#ArmijoProblems - Dodging The Bullet

Sitting here drinking my two bottles of contrast.

Little bummed yesterday as I know that these procedures mean having my life completely paused for at least 24 hours.

Paused, with a lot on the line.

When I was doing chemo, I embraced a 'one day at a time' mentality which later moved on to a week, then a month and finally scan to scan. If I could just find peace in those timeframes I could rebuild and live.

Ignore and forget what had happened. And reclaim.

I guess what made that process easy, looking back now, is the small endow of time in between. In the big picture, not a whole lot happens in a day, a week or a month. But a lot HAS happened in the last six months, all good, and STILL going good, and the even slightest thought of that getting thrown off track again is terrifying.

The upside is of course that the odds, math and statistics are on my side. I know that. That provides a lot of comfort which gets me through most days by even thinking about this stuff, but the time between scans I almost consider borrowed time. Like I'm living a sentence, racing an hourglass and I'd better make the most of it.

In some way I guess that's probably how I should live, and probably should have been living all along. My time isn't guaranteed. I can get hit by a bus tomorrow or Jackie might turn on me and devour me.

I 'spose what makes cancer different is that it's slow, generally. You don't know anything is wrong. I've never been in pain because of it. Never felt sick.

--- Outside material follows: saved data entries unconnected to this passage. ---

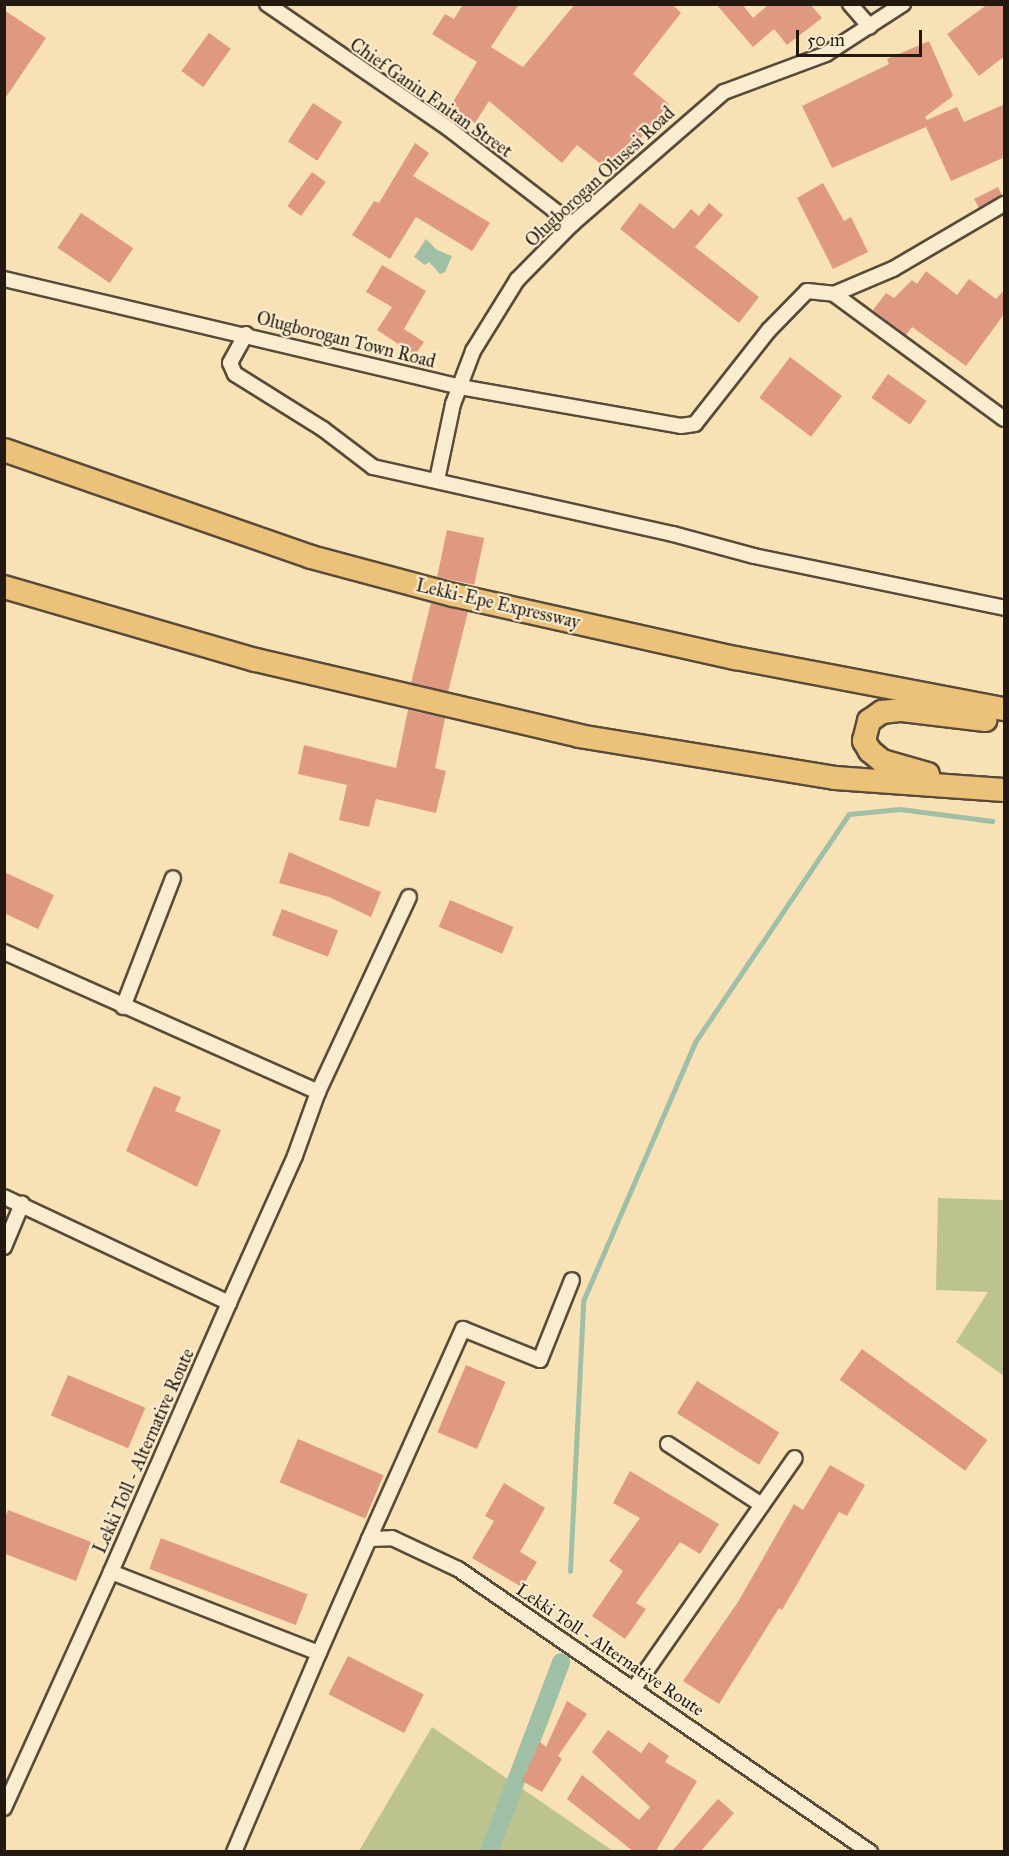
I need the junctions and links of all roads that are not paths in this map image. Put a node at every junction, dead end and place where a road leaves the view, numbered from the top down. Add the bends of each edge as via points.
1 (267, 4) edge
2 (850, 4) edge
3 (903, 4) edge
4 (870, 27) junction
5 (1005, 204) edge
6 (572, 224) junction
7 (4, 279) edge
8 (834, 294) junction
9 (246, 334) junction
10 (460, 387) junction
11 (1005, 419) edge
12 (4, 450) edge
13 (436, 480) junction
14 (4, 587) edge
15 (1005, 608) edge
16 (1005, 709) edge
17 (1005, 720) edge
18 (974, 786) junction
19 (1005, 790) edge
20 (173, 878) dead end
21 (409, 897) dead end
22 (4, 952) edge
23 (123, 1007) junction
24 (318, 1092) junction
25 (4, 1197) edge
26 (22, 1204) junction
27 (4, 1247) edge
28 (572, 1280) dead end
29 (229, 1303) junction
30 (668, 1444) dead end
31 (795, 1458) dead end
32 (762, 1505) junction
33 (369, 1539) junction
34 (111, 1572) junction
35 (319, 1653) junction
36 (635, 1687) junction
37 (4, 1808) edge
38 (234, 1851) edge
39 (870, 1851) edge

1 - 6 street, Chief Ganiu Enitan Street via 448,128
2 - 4 street
3 - 4 street, Olugborogan Olusesi Road
4 - 6 street, Olugborogan Olusesi Road via 826,54 724,92
5 - 8 street via 939,246
6 - 10 street, Olugborogan Olusesi Road via 517,280 473,351
7 - 9 street, Olugborogan Town Road
8 - 10 street, Olugborogan Town Road via 807,291 769,330 696,424 681,426
8 - 11 street
9 - 10 street, Olugborogan Town Road
9 - 13 street via 230,363 235,374 247,384 323,429 373,467
10 - 13 street, Olugborogan Olusesi Road
12 - 16 highway, Lekki-Epe Expressway via 311,557 453,595 736,658
13 - 15 street via 754,556
14 - 18 highway via 256,660 579,736 835,778
17 - 18 highway via 902,710 882,712 864,730 870,751 882,760
18 - 19 highway
20 - 23 street
21 - 24 street, Lekki Toll - Alternative Route
22 - 23 street
23 - 24 street
24 - 29 street, Lekki Toll - Alternative Route via 295,1155
25 - 26 street
26 - 27 street
26 - 29 street
28 - 33 street via 540,1360 463,1329
29 - 34 street, Lekki Toll - Alternative Route
30 - 32 street
31 - 32 street
32 - 36 street
33 - 35 street
33 - 36 street, Lekki Toll - Alternative Route via 392,1538 433,1555
34 - 35 street, Lekki Toll - Alternative Route
34 - 37 street
35 - 38 street
36 - 39 street, Lekki Toll - Alternative Route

The day after each scan, I breathe a sigh of relief, pat myself on the back for dodging the bullet yet again, then put my blinders on and resume living. But, I also flip the hourglass over again and push it to the back of my mind. Knowing that while I can bury all the fears FOR NOW, in a few months time I'll have to stare down that barrel again.

I don't know that there's a point to any of me writing this. I'm sure I'm fine, but am afraid to ever feel 100% sure again, cause I did that twice before and holy hell was I wrong.

When I write stuff like this, it isn't some planned out event. I just start typing and whatever comes out comes out.

Anyway, I'll bugger off now. Thankfully I get to results later today and while I won't see my doctor until next week, over the course of this mess I've taught myself how to read the CT-scan results, so by tonight I'm sure I'll be in a more relaxed mood.

I've got a really nice part tomorrow on a TV show which I'm really looking forward to, and it's not a cop or anything remotely related, so I'm excited to do something different so that's keeping me somewhat distracted.